Liz Garcia’s old-world home is a refreshing break from the city

Liz Garcia’s hilltop residence marries rustic charm and nostalgic sensibilities in a home that’s well-lived.

“It’s the white house with the red tile roof.” That was the very specific description to finding Liz Garcia’s home in one of Maria Luisa’s steeper roads. Its white stone façade seems to gleam in the bright afternoon sun, already picturesque as a striking contrast to the thriving foliage surrounding it.

The house's L shape is arranged around the backyard and the pool, with many of the living areas opening up to the outdoors. (Photography by John Ong/Originally published in Zee Lifestyle, April 2015)

The house’s L shape is arranged around the backyard and the pool, with many of the living areas opening up to the outdoors. (Photography by John Ong/Originally published in Zee Lifestyle, April 2015)

The foyer's high ceilings give guests a grand entrance, and its neutral walls serve to ground the collection of antiques and furniture. (Photography by John Ong/Originally published in Zee Lifestyle, April 2015)

The foyer’s high ceilings give guests a grand entrance, and its neutral walls serve to ground the collection of antiques and furniture. (Photography by John Ong/Originally published in Zee Lifestyle, April 2015)

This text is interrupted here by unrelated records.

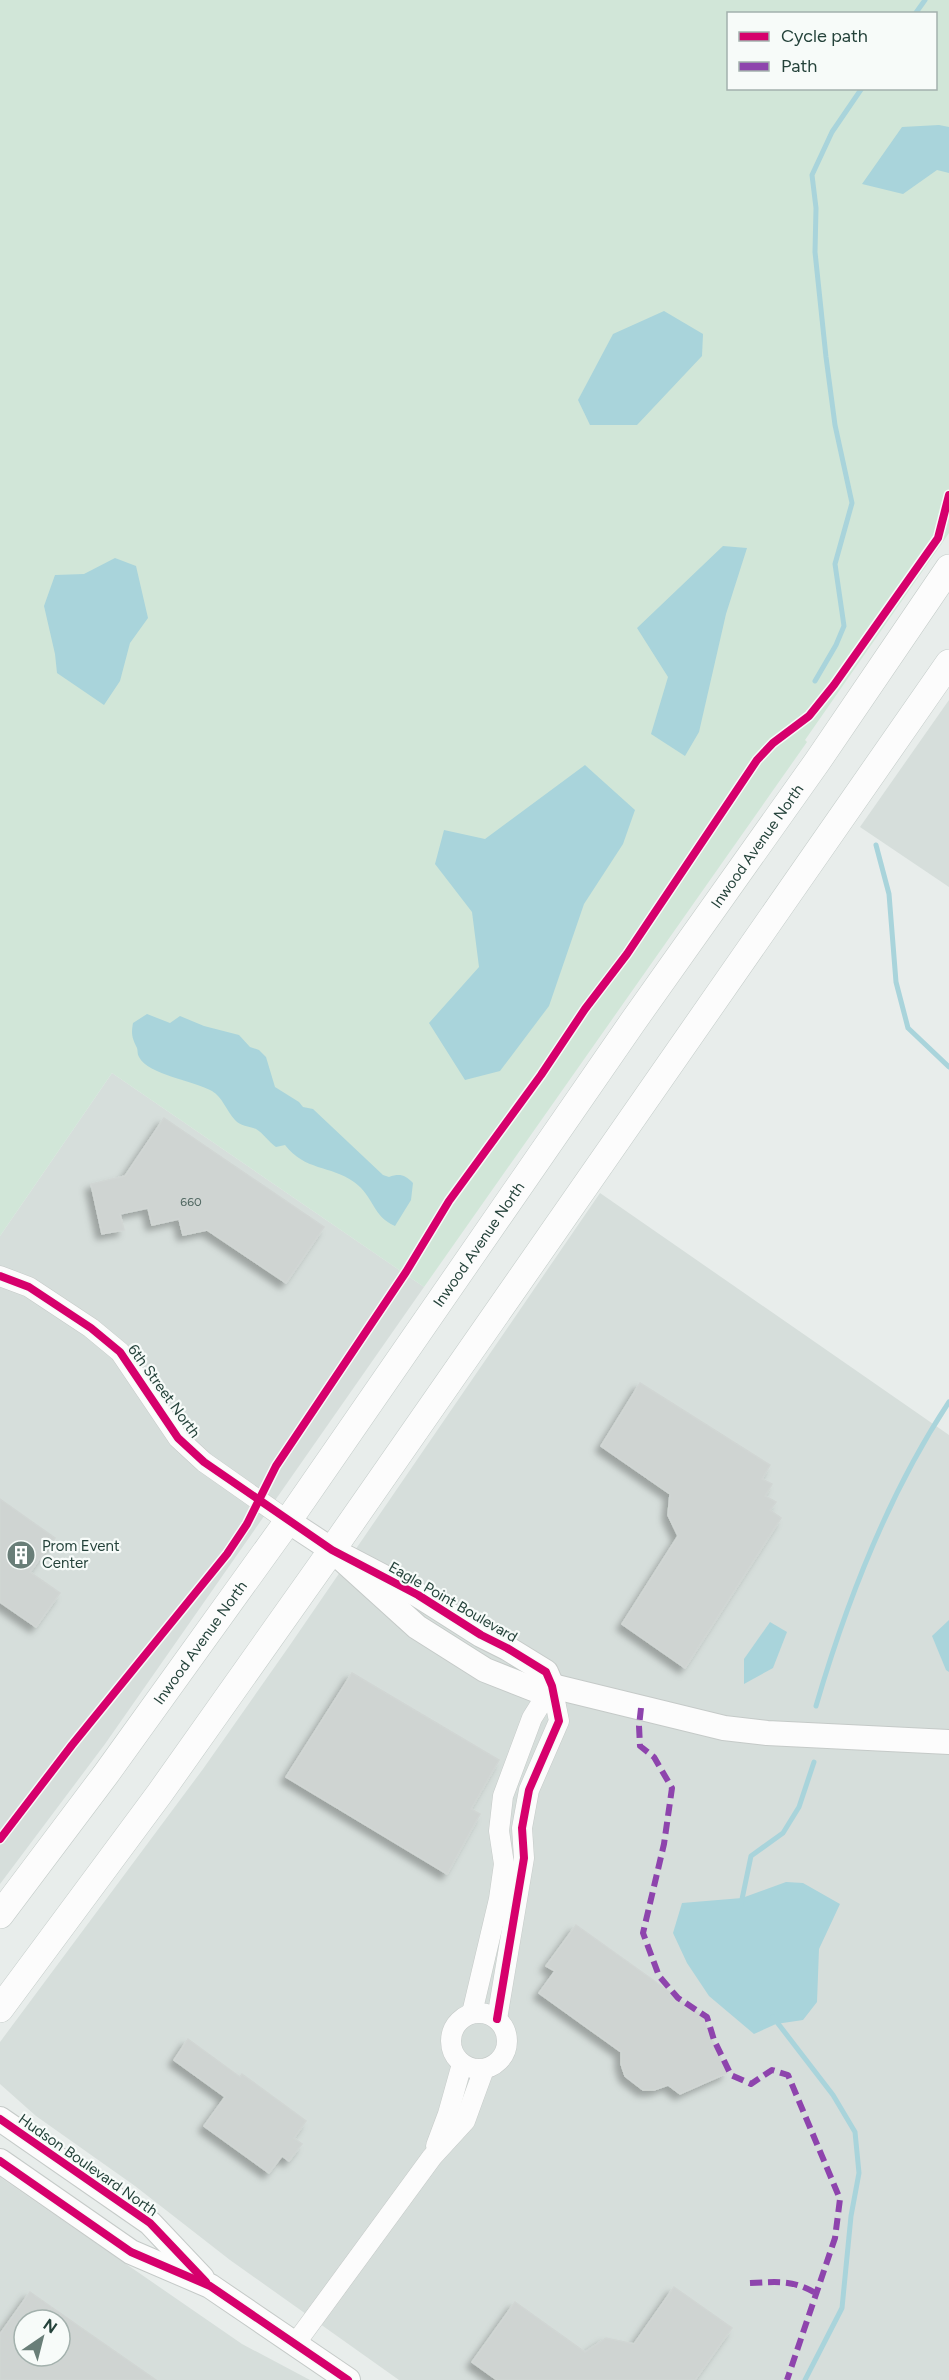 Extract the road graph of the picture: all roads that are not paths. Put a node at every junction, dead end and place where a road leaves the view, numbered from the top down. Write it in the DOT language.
graph roads {
  1 [pos="949,568"];
  2 [pos="949,663"];
  3 [pos="0,1276"];
  4 [pos="288,1521"];
  5 [pos="332,1550"];
  6 [pos="552,1686"];
  7 [pos="949,1742"];
  8 [pos="0,1915"];
  9 [pos="0,2009"];
  10 [pos="472,2013"];
  11 [pos="497,2019"];
  12 [pos="462,2064"];
  13 [pos="484,2069"];
  14 [pos="0,2119"];
  15 [pos="432,2157"];
  16 [pos="0,2161"];
  17 [pos="210,2286"];
  18 [pos="295,2344"];
  19 [pos="348,2380"];
  1 -- 4 [label="main road, Inwood Avenue North"];
  2 -- 5 [label="main road"];
  3 -- 4 [label="street, 6th Street North"];
  4 -- 5 [label="street, 6th Street North"];
  4 -- 8 [label="main road, Inwood Avenue North"];
  5 -- 6 [label="street, Eagle Point Boulevard"];
  5 -- 9 [label="main road"];
  6 -- 7 [label="street"];
  6 -- 10 [label="street"];
  6 -- 11 [label="street"];
  10 -- 11 [label="street"];
  10 -- 12 [label="street"];
  11 -- 13 [label="street"];
  12 -- 13 [label="street"];
  12 -- 15 [label="street"];
  13 -- 15 [label="street"];
  14 -- 17 [label="street, Hudson Boulevard North"];
  15 -- 18 [label="street"];
  16 -- 17 [label="street, Hudson Boulevard North"];
  17 -- 18 [label="street, Hudson Boulevard North"];
  18 -- 19 [label="street, Hudson Boulevard North"];
}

Our hostess welcomes us, ushering us through the entrance’s antique double doors that were bought in Manila. Beside her a large dog named Emmy gives its own greeting before running across the tile floor to the patio. “This is why we have these floors,” Liz explains as Emmy frisks from room to room. “These tiles are nice and cool, and they can survive all the dogs running around.”

That practicality seems to be the underlying philosophy throughout the entire residence, where Liz, her husband Montito, and two sons have been living for two years. The family used to live in a smaller place in the city until they decided it was time for a change. “Traffic had been getting really bad, and the city started to feel crowded,” she admits. “We thought it would be nice to have a place away from all of that.”

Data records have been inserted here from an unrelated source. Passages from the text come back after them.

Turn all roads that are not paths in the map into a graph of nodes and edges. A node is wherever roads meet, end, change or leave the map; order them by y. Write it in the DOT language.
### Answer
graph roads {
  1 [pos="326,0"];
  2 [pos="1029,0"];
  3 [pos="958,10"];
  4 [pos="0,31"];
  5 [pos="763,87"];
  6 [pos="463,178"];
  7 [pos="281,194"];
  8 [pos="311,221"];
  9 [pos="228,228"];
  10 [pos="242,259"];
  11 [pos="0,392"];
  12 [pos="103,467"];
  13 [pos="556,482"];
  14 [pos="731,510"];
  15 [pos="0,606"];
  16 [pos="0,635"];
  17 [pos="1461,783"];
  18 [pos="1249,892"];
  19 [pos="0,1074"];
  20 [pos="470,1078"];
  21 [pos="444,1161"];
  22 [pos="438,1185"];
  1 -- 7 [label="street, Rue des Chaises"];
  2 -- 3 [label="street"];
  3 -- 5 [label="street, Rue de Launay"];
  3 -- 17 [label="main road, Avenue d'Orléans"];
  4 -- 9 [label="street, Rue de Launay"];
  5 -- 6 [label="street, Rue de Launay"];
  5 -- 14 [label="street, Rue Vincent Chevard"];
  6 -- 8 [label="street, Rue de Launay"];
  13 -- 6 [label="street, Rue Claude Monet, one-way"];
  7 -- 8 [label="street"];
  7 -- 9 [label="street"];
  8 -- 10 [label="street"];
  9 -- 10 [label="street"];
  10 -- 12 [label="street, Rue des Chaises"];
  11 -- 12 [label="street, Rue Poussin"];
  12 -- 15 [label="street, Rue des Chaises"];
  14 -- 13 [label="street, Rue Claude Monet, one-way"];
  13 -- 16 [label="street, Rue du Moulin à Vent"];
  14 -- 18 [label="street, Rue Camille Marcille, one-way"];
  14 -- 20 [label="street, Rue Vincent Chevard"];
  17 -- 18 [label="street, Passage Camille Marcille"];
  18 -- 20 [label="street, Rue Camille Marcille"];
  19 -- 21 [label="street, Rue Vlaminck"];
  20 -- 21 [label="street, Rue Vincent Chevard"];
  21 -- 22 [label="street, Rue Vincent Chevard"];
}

Consulting with architect Pilar Streegan, Liz was clear on the feel she wanted for the place. “I didn’t want it to look like a showroom, like you weren’t allowed to touch anything,” she recalls. “We wanted to go for a Spanish mission-style home, because I wanted that welcoming old-world feel.”

That old-world feel certainly permeates through the house. The foyer enjoys a high ceiling where exposed log beams are a rustic accent to the chandelier. The stairs curve around the wall, the red tiles giving way to more colorful patterns for the risers. “The clay tiles we’d just sourced locally, but the colorful ones are from South America,” Liz points out.

This hat rack that belonged to Montito's mother is a focal point on the landing. (Photography by John Ong/Originally published in Zee Lifestyle, April 2015)

This hat rack that belonged to Montito’s mother is a focal point on the landing. (Photography by John Ong/Originally published in Zee Lifestyle, April 2015)

The rooms are furnished with various pieces that have been collected through the years—a mirrored hat stand on the stairs landing that once belonged to Montito’s mother, the patio’s round wooden dining table that were bought from an English couple living in Cebu, and even some Restoration Hardware pieces that looked like it had some history to them.

Among the vintage items in the home, the most remarkable is Liz’s collection of linens she had amassed from estate sales, fairs and other sources. “That’s why I have a linen closet—I have so much to store,” she laughs. From delicate lace tablecloths to the patterned quilts in the bedrooms, they are thoughtfully scattered throughout the residence to add an nostalgic touch to the rooms. “I buy them from different places and then restore them,” she says, sharing in a few tips. “I’ll wash them then put them out in the sun, because that helps linens become white again. In fact, what’s even better is to lay them out on the grass. I don’t know what it is, but there’s something about the grass and the sun that causes a reaction in the linens. That’s why in the more earlier periods in Europe, you’d see linens laid out all over the meadows.”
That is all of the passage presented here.